* **Description of the task**
Gather each line in the entries that includes the string "image".

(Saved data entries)
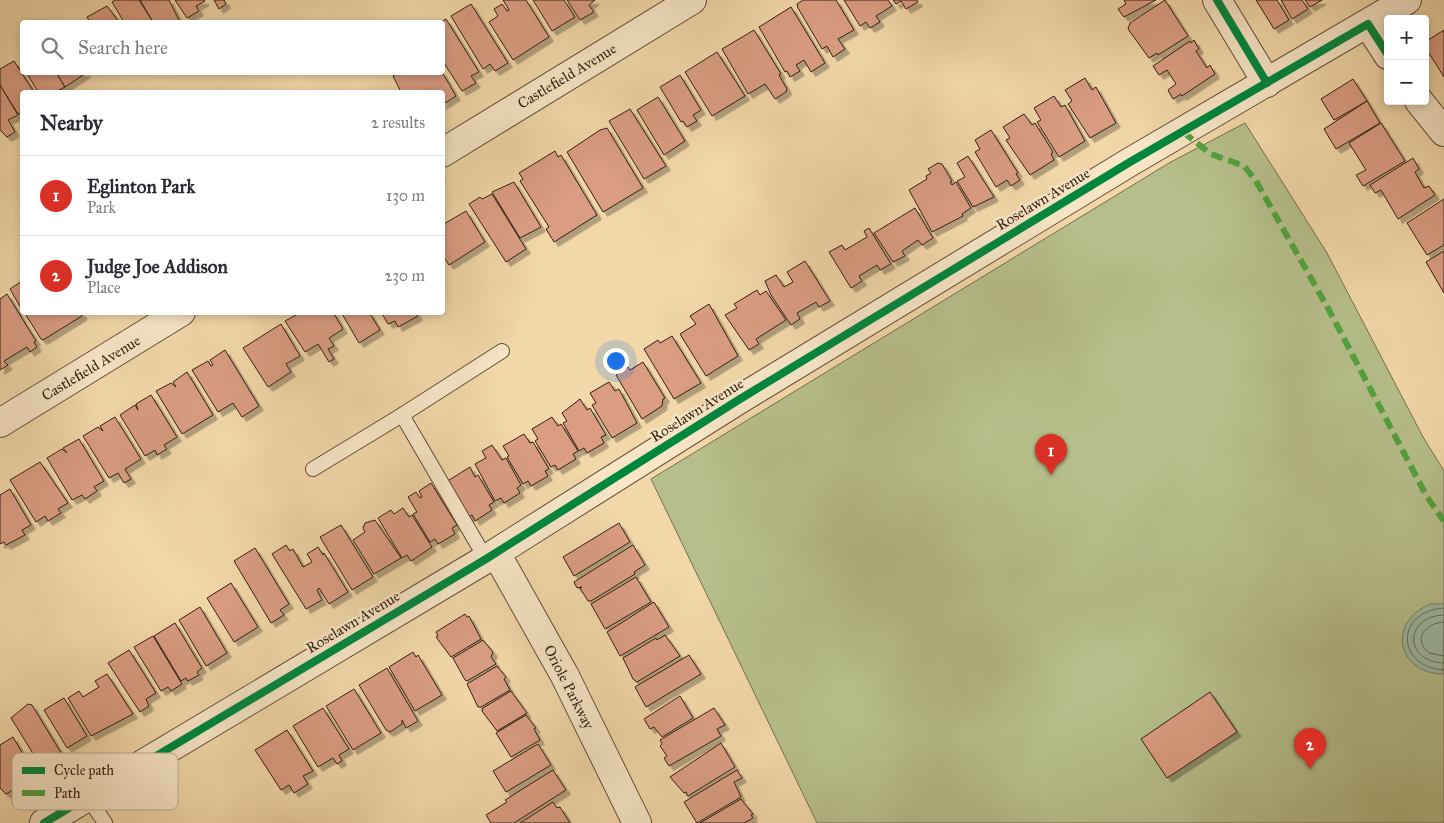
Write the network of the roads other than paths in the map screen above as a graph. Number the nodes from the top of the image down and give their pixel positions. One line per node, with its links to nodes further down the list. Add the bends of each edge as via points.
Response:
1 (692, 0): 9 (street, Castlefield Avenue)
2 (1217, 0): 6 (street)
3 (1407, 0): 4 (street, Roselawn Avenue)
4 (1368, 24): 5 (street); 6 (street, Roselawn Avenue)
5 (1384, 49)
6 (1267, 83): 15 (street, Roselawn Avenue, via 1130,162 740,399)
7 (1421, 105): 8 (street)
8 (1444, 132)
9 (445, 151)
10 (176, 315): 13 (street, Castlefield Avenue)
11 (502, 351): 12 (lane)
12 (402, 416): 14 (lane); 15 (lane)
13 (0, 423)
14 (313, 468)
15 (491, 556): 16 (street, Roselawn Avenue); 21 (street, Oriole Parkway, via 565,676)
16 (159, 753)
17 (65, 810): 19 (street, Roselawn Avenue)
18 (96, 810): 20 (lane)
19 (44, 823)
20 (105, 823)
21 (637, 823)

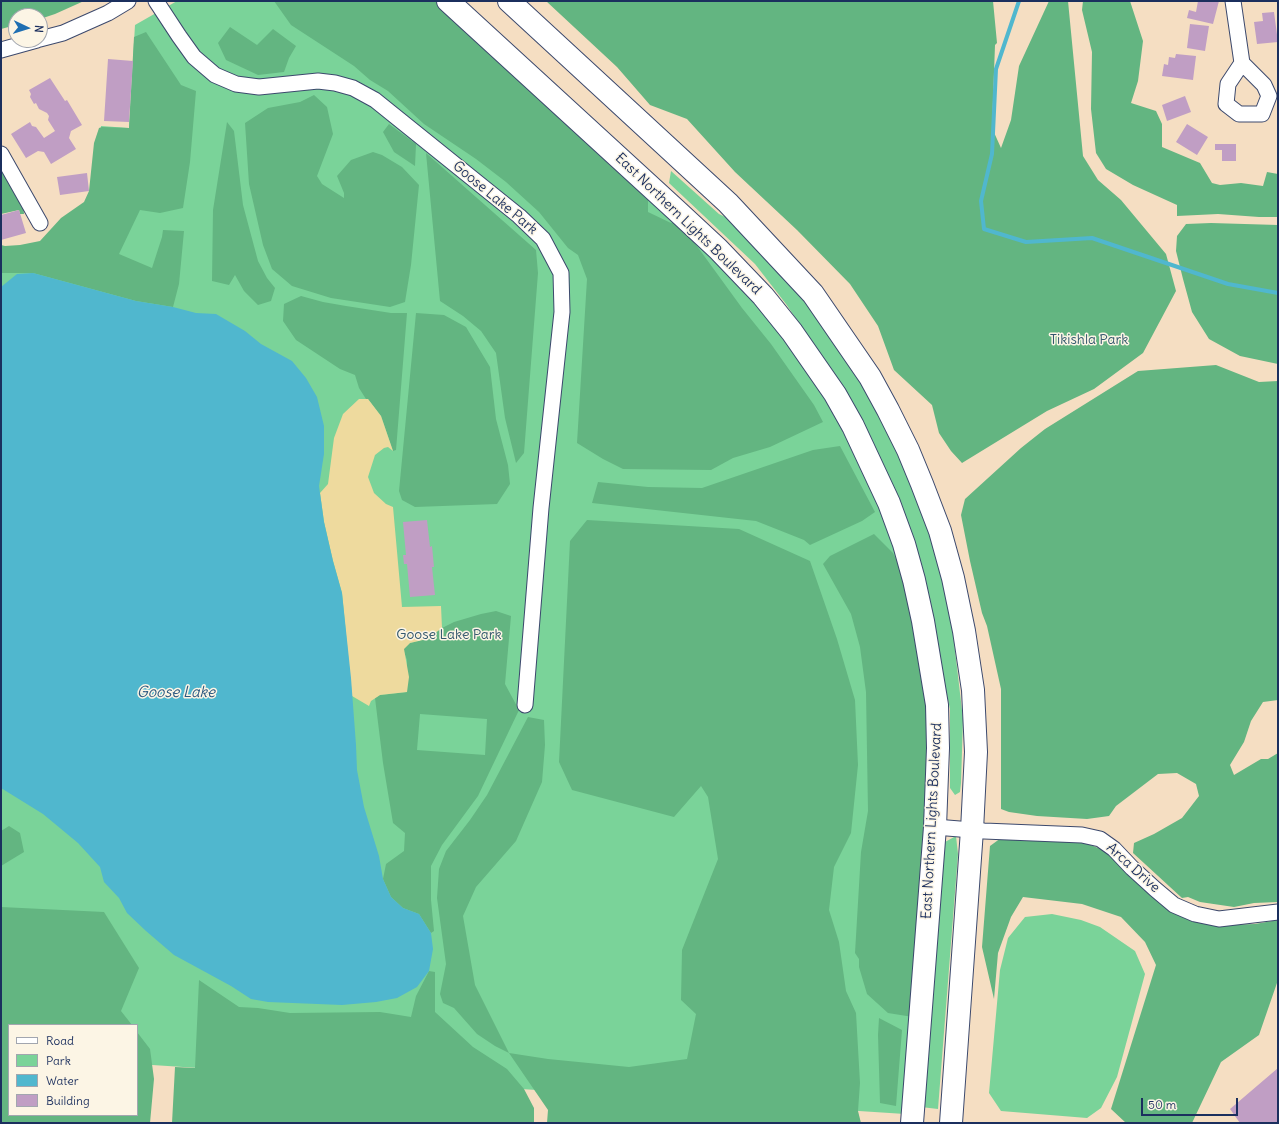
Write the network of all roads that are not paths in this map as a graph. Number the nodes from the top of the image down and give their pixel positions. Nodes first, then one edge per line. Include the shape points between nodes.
---
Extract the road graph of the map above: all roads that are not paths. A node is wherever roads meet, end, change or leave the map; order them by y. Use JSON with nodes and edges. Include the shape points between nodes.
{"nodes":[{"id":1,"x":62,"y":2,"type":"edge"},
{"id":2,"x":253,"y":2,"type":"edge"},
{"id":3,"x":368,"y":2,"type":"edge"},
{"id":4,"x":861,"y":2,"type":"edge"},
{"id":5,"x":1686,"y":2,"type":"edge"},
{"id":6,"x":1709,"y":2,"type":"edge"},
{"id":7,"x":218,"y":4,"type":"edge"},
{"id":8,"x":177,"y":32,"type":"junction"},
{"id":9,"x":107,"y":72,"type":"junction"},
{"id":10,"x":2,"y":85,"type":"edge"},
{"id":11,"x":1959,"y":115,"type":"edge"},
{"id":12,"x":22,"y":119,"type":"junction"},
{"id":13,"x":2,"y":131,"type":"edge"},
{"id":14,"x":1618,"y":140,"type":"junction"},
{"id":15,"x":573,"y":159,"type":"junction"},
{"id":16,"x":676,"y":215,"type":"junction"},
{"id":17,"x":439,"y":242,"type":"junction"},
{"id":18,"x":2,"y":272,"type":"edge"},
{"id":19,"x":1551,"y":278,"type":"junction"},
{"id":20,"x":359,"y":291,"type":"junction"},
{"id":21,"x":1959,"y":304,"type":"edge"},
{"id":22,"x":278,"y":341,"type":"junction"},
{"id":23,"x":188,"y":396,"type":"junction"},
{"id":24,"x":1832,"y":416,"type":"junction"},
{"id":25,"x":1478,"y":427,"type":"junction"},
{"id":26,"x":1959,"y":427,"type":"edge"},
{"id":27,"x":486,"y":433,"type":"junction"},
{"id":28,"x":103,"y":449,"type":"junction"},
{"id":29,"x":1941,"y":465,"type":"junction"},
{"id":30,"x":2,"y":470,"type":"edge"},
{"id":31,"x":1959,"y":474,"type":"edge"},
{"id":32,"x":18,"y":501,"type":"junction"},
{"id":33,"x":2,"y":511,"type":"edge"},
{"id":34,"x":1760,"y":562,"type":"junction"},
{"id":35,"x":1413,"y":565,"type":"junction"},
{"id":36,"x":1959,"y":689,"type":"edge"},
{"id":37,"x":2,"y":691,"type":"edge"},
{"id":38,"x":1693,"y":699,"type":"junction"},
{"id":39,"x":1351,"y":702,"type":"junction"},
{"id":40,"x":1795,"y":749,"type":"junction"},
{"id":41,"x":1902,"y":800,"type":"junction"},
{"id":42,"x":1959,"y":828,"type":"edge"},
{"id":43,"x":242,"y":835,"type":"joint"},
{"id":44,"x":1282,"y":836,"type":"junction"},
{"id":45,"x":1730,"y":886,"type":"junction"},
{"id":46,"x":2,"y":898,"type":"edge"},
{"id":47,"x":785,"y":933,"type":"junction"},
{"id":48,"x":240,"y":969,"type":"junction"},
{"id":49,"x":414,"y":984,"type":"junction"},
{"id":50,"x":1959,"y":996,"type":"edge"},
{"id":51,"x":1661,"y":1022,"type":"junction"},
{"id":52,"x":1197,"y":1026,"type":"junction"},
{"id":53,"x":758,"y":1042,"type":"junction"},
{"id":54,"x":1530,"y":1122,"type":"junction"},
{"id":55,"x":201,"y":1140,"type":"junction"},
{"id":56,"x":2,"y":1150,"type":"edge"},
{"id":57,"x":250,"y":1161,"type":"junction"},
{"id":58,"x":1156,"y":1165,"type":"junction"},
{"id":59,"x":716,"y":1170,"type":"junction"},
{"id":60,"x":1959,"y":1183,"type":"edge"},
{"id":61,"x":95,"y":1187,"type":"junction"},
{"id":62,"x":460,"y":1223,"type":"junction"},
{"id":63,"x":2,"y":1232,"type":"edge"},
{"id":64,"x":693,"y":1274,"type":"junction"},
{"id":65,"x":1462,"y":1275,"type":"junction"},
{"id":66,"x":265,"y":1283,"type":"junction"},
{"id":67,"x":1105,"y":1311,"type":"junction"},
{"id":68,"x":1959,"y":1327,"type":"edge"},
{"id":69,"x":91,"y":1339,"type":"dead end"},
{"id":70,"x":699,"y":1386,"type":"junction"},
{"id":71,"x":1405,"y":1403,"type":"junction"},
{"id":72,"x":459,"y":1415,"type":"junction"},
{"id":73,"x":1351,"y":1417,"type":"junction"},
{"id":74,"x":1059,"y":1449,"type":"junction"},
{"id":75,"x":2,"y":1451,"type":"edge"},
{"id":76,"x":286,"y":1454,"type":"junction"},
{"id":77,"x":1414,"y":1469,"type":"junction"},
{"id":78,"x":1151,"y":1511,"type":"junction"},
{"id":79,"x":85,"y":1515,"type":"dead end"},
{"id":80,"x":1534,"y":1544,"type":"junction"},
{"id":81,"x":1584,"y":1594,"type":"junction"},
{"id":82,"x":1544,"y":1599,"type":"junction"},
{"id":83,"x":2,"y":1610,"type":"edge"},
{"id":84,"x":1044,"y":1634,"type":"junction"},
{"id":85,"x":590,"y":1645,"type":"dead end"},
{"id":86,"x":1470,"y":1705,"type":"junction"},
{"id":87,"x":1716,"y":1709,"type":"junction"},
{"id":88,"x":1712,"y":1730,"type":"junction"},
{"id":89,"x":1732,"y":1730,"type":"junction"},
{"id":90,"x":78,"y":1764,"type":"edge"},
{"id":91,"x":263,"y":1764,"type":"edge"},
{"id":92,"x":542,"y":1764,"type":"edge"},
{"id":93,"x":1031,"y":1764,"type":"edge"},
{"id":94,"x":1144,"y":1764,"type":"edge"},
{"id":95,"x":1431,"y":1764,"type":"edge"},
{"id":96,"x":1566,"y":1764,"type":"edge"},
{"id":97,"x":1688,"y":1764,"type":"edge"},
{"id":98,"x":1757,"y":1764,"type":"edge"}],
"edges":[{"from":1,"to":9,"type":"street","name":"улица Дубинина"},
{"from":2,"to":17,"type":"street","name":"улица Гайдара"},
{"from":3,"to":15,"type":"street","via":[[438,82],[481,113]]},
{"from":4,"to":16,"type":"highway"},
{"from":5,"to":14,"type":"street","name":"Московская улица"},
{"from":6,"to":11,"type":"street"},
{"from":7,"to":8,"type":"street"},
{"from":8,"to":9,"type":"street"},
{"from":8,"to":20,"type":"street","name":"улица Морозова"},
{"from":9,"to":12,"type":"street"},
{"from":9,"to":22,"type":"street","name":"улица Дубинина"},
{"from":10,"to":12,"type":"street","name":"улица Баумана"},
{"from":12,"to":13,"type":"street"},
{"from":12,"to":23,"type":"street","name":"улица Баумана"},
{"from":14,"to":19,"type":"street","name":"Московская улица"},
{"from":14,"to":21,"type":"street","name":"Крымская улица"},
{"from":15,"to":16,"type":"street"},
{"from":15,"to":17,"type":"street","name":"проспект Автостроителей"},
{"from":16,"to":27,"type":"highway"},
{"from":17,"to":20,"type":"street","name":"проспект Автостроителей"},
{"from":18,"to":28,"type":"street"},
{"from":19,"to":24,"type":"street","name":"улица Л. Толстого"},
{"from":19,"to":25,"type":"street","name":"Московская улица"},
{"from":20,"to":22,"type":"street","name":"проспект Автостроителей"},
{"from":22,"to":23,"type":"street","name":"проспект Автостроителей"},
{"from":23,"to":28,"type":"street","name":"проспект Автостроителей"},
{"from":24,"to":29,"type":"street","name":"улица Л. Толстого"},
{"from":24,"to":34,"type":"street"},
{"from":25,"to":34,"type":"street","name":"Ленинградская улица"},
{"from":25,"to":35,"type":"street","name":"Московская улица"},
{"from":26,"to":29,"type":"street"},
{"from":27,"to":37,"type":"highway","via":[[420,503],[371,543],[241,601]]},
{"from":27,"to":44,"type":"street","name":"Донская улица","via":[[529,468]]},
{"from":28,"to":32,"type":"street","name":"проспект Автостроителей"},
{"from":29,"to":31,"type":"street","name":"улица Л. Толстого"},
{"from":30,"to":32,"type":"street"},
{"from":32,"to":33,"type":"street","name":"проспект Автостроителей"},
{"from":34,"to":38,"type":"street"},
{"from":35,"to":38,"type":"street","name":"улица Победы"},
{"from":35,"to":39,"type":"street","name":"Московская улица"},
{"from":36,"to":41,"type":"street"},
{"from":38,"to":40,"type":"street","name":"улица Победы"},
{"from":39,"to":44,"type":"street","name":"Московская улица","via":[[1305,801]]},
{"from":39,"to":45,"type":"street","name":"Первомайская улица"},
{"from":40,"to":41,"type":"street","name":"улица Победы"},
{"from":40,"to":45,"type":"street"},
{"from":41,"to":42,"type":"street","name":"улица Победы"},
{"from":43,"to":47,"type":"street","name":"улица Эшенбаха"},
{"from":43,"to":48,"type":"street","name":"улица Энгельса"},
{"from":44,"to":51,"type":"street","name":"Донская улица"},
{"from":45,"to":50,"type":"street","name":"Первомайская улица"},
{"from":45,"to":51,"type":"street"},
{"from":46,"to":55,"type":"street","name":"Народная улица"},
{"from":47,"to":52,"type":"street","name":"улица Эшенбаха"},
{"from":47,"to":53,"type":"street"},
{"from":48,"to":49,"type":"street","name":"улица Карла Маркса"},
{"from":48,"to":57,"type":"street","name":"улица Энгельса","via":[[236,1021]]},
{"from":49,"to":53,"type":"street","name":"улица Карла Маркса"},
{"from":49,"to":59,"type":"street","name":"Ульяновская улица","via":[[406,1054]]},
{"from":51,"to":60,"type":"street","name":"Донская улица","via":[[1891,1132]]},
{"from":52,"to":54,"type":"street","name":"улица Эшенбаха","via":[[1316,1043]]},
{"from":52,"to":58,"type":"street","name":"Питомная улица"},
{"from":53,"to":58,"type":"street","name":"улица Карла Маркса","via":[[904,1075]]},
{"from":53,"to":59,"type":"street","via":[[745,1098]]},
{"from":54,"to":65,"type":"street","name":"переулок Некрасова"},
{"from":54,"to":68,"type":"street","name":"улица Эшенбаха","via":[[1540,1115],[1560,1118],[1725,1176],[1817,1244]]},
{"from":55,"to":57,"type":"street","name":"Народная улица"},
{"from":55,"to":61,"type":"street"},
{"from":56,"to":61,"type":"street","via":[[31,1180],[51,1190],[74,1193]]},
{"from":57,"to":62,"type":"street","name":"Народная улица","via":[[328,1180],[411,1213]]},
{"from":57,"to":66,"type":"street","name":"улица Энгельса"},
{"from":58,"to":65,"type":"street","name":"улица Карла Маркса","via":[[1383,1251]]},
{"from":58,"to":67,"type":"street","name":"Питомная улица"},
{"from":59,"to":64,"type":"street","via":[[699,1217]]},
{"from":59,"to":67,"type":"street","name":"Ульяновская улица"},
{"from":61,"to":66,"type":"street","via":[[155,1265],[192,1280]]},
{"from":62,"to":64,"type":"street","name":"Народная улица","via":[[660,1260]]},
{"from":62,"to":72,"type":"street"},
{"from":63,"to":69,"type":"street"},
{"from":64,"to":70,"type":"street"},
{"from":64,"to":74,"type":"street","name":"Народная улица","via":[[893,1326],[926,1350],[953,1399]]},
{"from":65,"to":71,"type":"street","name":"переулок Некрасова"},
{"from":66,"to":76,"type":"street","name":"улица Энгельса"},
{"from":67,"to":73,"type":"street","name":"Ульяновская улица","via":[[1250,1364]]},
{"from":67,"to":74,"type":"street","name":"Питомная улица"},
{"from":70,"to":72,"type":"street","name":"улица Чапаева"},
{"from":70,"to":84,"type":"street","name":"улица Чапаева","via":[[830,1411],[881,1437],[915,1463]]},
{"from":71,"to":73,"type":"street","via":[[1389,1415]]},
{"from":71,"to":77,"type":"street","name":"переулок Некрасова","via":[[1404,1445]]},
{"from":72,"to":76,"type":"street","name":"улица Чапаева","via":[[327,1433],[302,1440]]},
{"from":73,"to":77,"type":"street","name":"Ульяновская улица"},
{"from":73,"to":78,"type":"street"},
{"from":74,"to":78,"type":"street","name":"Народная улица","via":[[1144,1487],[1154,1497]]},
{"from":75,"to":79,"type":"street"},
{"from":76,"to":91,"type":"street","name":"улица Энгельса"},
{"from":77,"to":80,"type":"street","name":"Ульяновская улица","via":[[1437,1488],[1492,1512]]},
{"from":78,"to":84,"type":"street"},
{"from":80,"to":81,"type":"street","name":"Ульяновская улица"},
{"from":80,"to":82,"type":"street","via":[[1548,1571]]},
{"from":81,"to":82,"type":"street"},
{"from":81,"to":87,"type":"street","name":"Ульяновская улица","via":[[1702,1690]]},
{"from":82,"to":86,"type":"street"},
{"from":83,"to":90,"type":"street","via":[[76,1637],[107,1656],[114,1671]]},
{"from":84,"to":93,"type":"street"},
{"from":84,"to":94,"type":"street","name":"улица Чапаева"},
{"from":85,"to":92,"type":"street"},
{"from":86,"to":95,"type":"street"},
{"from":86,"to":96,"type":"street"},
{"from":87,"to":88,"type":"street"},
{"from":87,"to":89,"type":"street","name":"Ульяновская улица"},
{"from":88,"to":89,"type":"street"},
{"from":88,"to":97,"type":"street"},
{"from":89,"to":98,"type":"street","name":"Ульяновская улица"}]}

* **Answer to this problem**
Write the network of the roads other than paths in the map screen above as a graph. Number the nodes from the top of the image down and give their pixel positions. One line per node, with its links to nodes further down the list. Add the bends of each edge as via points.
Write the network of all roads that are not paths in this map as a graph. Number the nodes from the top of the image down and give their pixel positions. Nodes first, then one edge per line. Include the shape points between nodes.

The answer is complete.